La luz que salía de la caja se fue disipando hasta desvanecerse por completo, desvelando la forma que había guardado en su interior: una moldura rectangular de piedra blanca que enmarcaba un vacío amarillento. Era un portal mágico, como el que había creado el elemental de fuego para llegar a la jungla o como el que Bernabé había utilizado para ir en busca de la caja. Sólo que aquel portal lo había creado un hombre que llevaba muerto miles de años.

Bernabé, con la espada en la mano, se acercó a la puerta y echó un vistazo a su interior. Vio un pasillo largo que nacía de la arcada y que, unos veinte metros más adelante, se dividía en tres pasillos diferentes; uno giraba en ángulo recto hacia la izquierda, otro viraba hacia la derecha y el tercero seguía recto hacia delante. El techo estaba a unos cuatro metros de altura, sustentado por una serie de gruesas columnas cuyo color rojo intenso resaltaba con fuerza contra el suave tono color crema de las paredes. Todo estaba bañado por una luz ambarina que iluminaba los pasillos sin que se pudiera descubrir su origen.

—El segundo laberinto de Dédalo… —dijo Eduardo, que se había levantado de la silla para mirar dentro del portal tras indicar a Víctor qué puerta debía elegir.

—Parece un sitio agradable… —comentó Bernabé.

—No te fíes de las apariencias. Dédalo no quería que nadie encontrara el cráneo y diseñó este laberinto para que fuera su última defensa.

—Pues tendremos que burlarla y encontrarlo. ¿Ese era el plan, verdad?

—Y lo sigue siendo… —afirmó Diana tras ellos. Llevaba un enorme ovillo de lana y cuando Bernabé se dio la vuelta, se lo tiró a las manos—. Si a Teseo le funcionó, a nosotros también puede ayudarnos… —miró a Bernabé fijamente—. ¿Nos vamos?

Bernabé asintió, mirando de reojo a su hermano.

Eduardo había deseado que Diana se quedara con él en la seguridad del despacho. Pero eso no habría sido propio de ella. Ya le había costado un gran esfuerzo convencerla de que era Víctor quien debía guiar a los secuestradores de Cristina hasta el templo. Persuadirla ahora de que dejara que Bernabé se internara sólo en el laberinto no tenía ningún sentido.

—No te separes de él —le advirtió mientras señalaba a su hermano—. Sólo puedo estar en contacto con Bernabé y no sabemos qué os vais a encontrar ahí dentro…

—No te preocupes… Todo va salir bien, ¿recuerdas? —dijo, con una débil sonrisa.

—Sí, claro que saldrá bien —cogió de la mano a Diana y apretó con suavidad.

—Cuida de los muchachos…

—Lo haré.

—Bien… —comentó Bernabé, dando una palmada para llamar su atención—. Hora de buscar tesoros…
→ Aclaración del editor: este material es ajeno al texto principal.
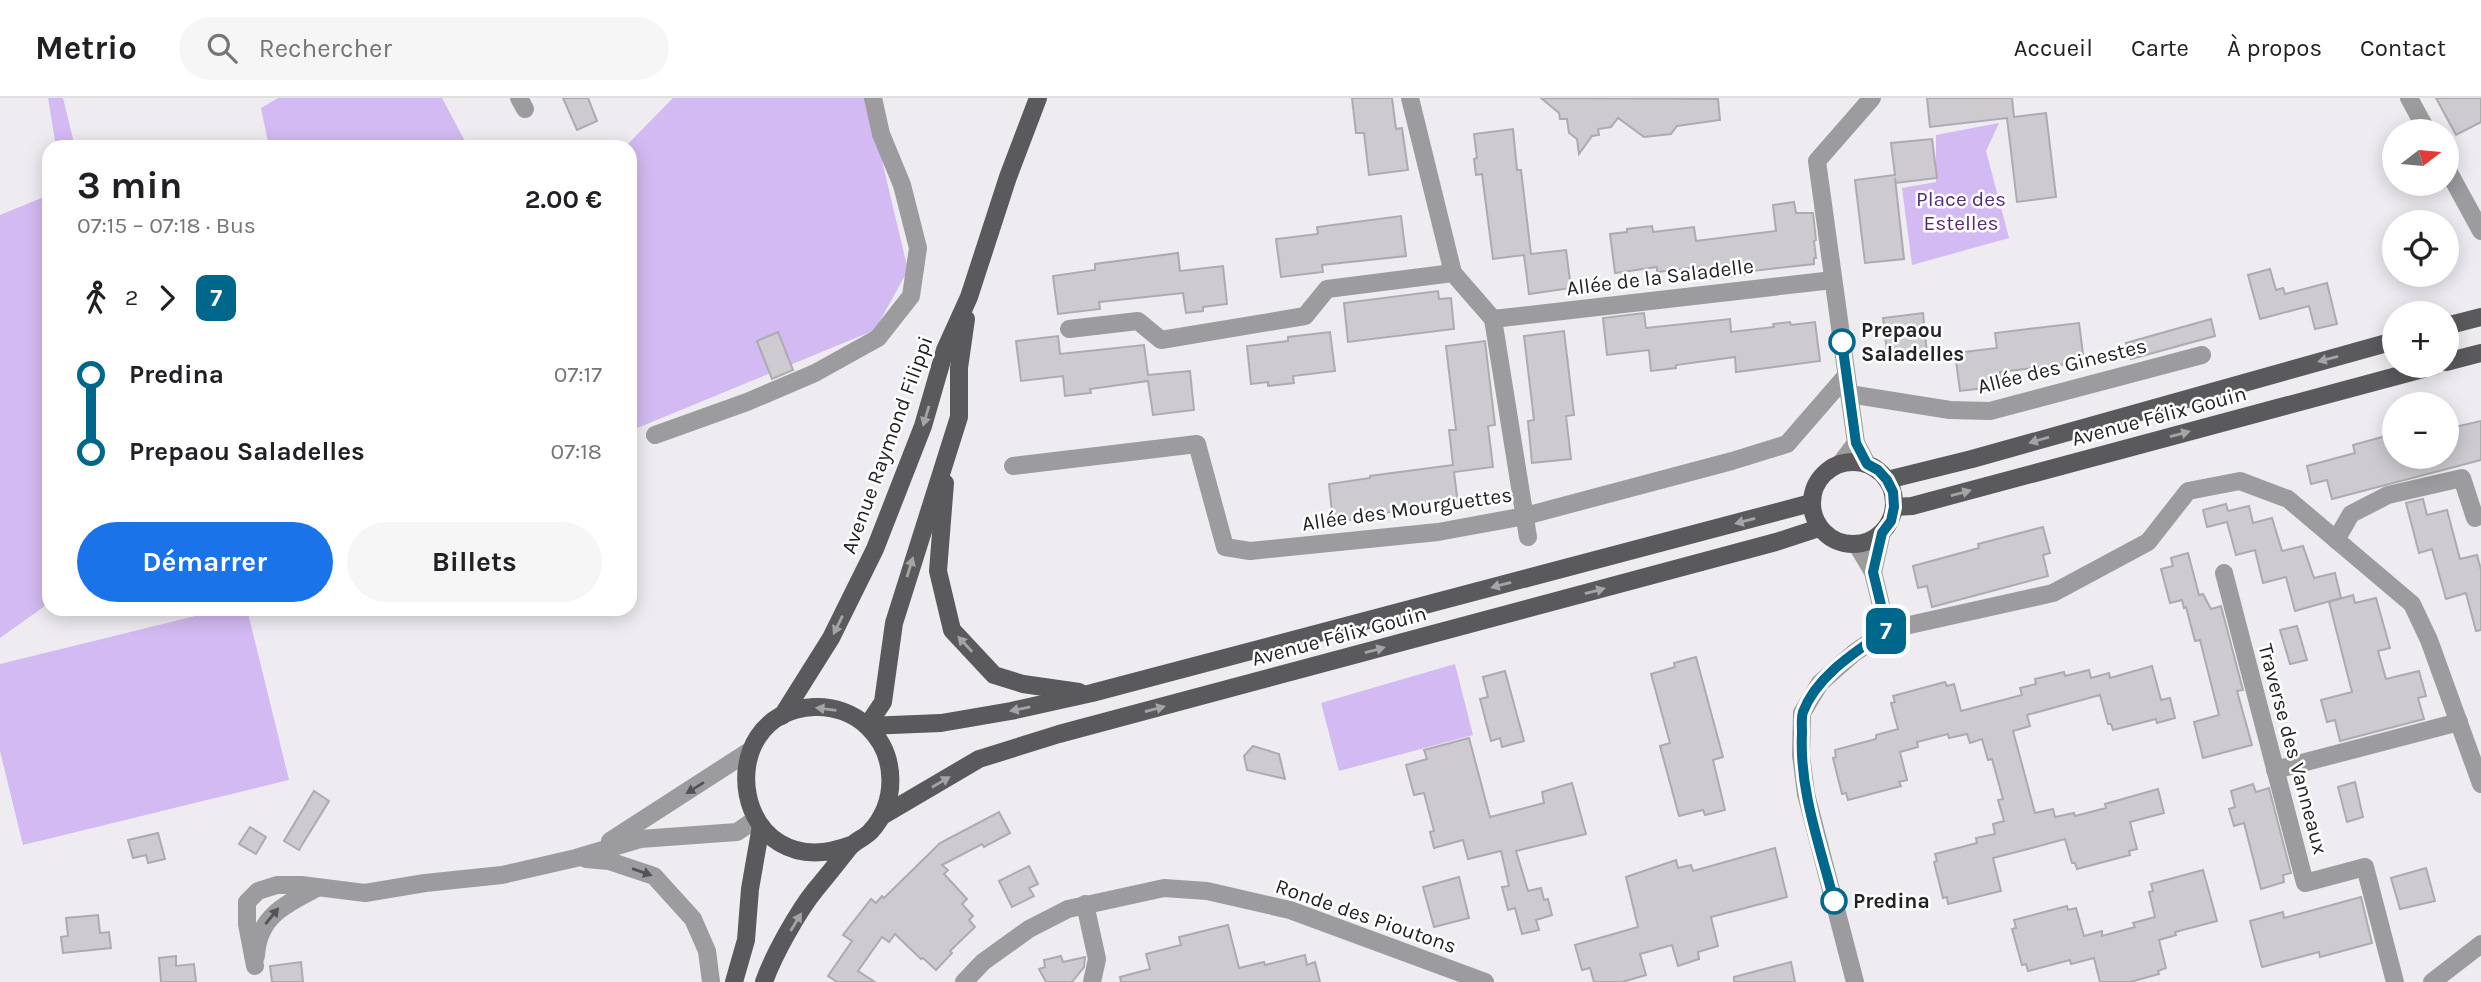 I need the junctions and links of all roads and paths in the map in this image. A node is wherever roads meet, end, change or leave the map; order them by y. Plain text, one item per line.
1 (873, 98) edge
2 (1038, 98) edge
3 (1410, 98) edge
4 (1872, 98) edge
5 (2409, 98) edge
6 (2420, 119) edge
7 (2459, 191) edge
8 (2481, 231) edge
9 (1453, 273) junction
10 (1833, 280) junction
11 (969, 297) junction
12 (2481, 317) edge
13 (1493, 320) junction
14 (2459, 323) edge
15 (1069, 329) dead end
16 (2382, 344) edge
17 (2481, 353) edge
18 (2202, 355) dead end
19 (2459, 359) edge
20 (2389, 378) edge
21 (1847, 385) junction
22 (655, 435) dead end
23 (1856, 443) junction
24 (946, 462) junction
25 (1841, 463) junction
26 (1867, 464) junction
27 (1013, 466) dead end
28 (1887, 480) junction
29 (1811, 503) junction
30 (1894, 507) junction
31 (1525, 516) junction
32 (2475, 518) dead end
33 (1819, 528) junction
34 (1882, 533) junction
35 (1528, 537) dead end
36 (2336, 540) junction
37 (1857, 545) junction
38 (1873, 572) junction
39 (2224, 573) dead end
40 (1887, 630) junction
41 (1092, 693) junction
42 (782, 716) junction
43 (2459, 722) junction
44 (867, 726) junction
45 (751, 750) junction
46 (2275, 770) junction
47 (2481, 784) edge
48 (882, 816) junction
49 (758, 822) junction
50 (851, 845) junction
51 (576, 858) junction
52 (317, 888) junction
53 (1085, 904) junction
54 (2481, 944) edge
55 (711, 982) edge
56 (734, 982) edge
57 (764, 982) edge
58 (964, 982) edge
59 (1092, 982) edge
60 (1485, 982) edge
61 (1855, 982) edge
62 (2395, 982) edge
63 (2432, 982) edge

1 - 22 street
2 - 11 main road, Avenue Raymond Filippi
3 - 9 street
4 - 10 street
5 - 6 street
7 - 8 street
9 - 13 street
9 - 15 street
10 - 13 street, Allée de la Saladelle
10 - 21 street
11 - 24 main road, Avenue Raymond Filippi
11 -> 42 main road, Avenue Raymond Filippi
12 - 14 main road
13 - 31 street
16 -> 28 main road, Avenue Félix Gouin
17 - 19 main road
18 - 21 street, Allée des Ginestes
30 -> 20 main road, Avenue Félix Gouin
21 - 23 street
21 - 31 street, Allée des Mourguettes
23 - 25 street
23 - 26 street
41 -> 24 main road, Avenue Raymond Filippi
44 -> 24 main road, Avenue Raymond Filippi
25 - 26 main road
25 - 29 main road
26 - 28 main road
27 - 31 street, Allée des Mourguettes
28 - 30 main road
29 - 33 main road
29 -> 41 main road, Avenue Félix Gouin
30 - 34 main road
31 - 35 street
32 - 36 street
33 - 37 main road
48 -> 33 main road, Avenue Félix Gouin
34 - 37 main road
34 - 38 street
36 - 40 street
36 - 43 street
37 - 38 street
38 - 40 street
39 - 46 street, Traverse des Vanneaux
40 - 61 street
41 -> 44 main road, Avenue Félix Gouin
44 -> 42 main road
42 - 45 main road
43 - 46 street
43 - 47 street
44 - 48 main road
45 - 49 main road
45 -> 51 street
46 - 62 street, Traverse des Vanneaux
48 - 50 main road, Avenue Félix Gouin
49 - 50 main road
49 - 51 street
49 - 56 main road
57 -> 50 main road, Avenue Félix Gouin
51 - 52 street
51 -> 55 street
52 -> 52 street
53 - 58 street, Ronde des Pioutons
53 - 59 street
53 - 60 street, Ronde des Pioutons
54 - 63 street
Eduardo los vio entrar a través del portal y volvió con rapidez a la mesa. Víctor todavía no había llegado a la primera trampa del templo y se centró en el espejo de Bernabé. Su hermano y su mujer caminaban el uno junto al otro. Bernabé llevaba el ovillo reatado en el cinturón, de tal forma que este no tuviera ninguna dificultad para desenrollarse tras ellos a medida que avanzaban. Alcanzaron rápidamente la primera bifurcación y se detuvieron allí contemplando los tres pasillos.

—Bien… ¿Ahora por dónde? —preguntó Bernabé—. El camino de la izquierda se bifurca de nuevo a los pocos pasos… El de la derecha tarda un poquito más en dividirse y el que tenemos enfrente sigue recto durante un buen rato… ¿Alguna idea?

—Ninguna… —Eduardo contempló con atención la imagen reflejada en el espejo, tratando de encontrar algún indicio, en las columnas o en las paredes, que señalara el camino adecuado. Pero no había nada. La construcción era sobria y la decoración inexistente—. Creo que tendréis que ir adentrándoos en el laberinto… Tal vez más adelante encontremos alguna pista.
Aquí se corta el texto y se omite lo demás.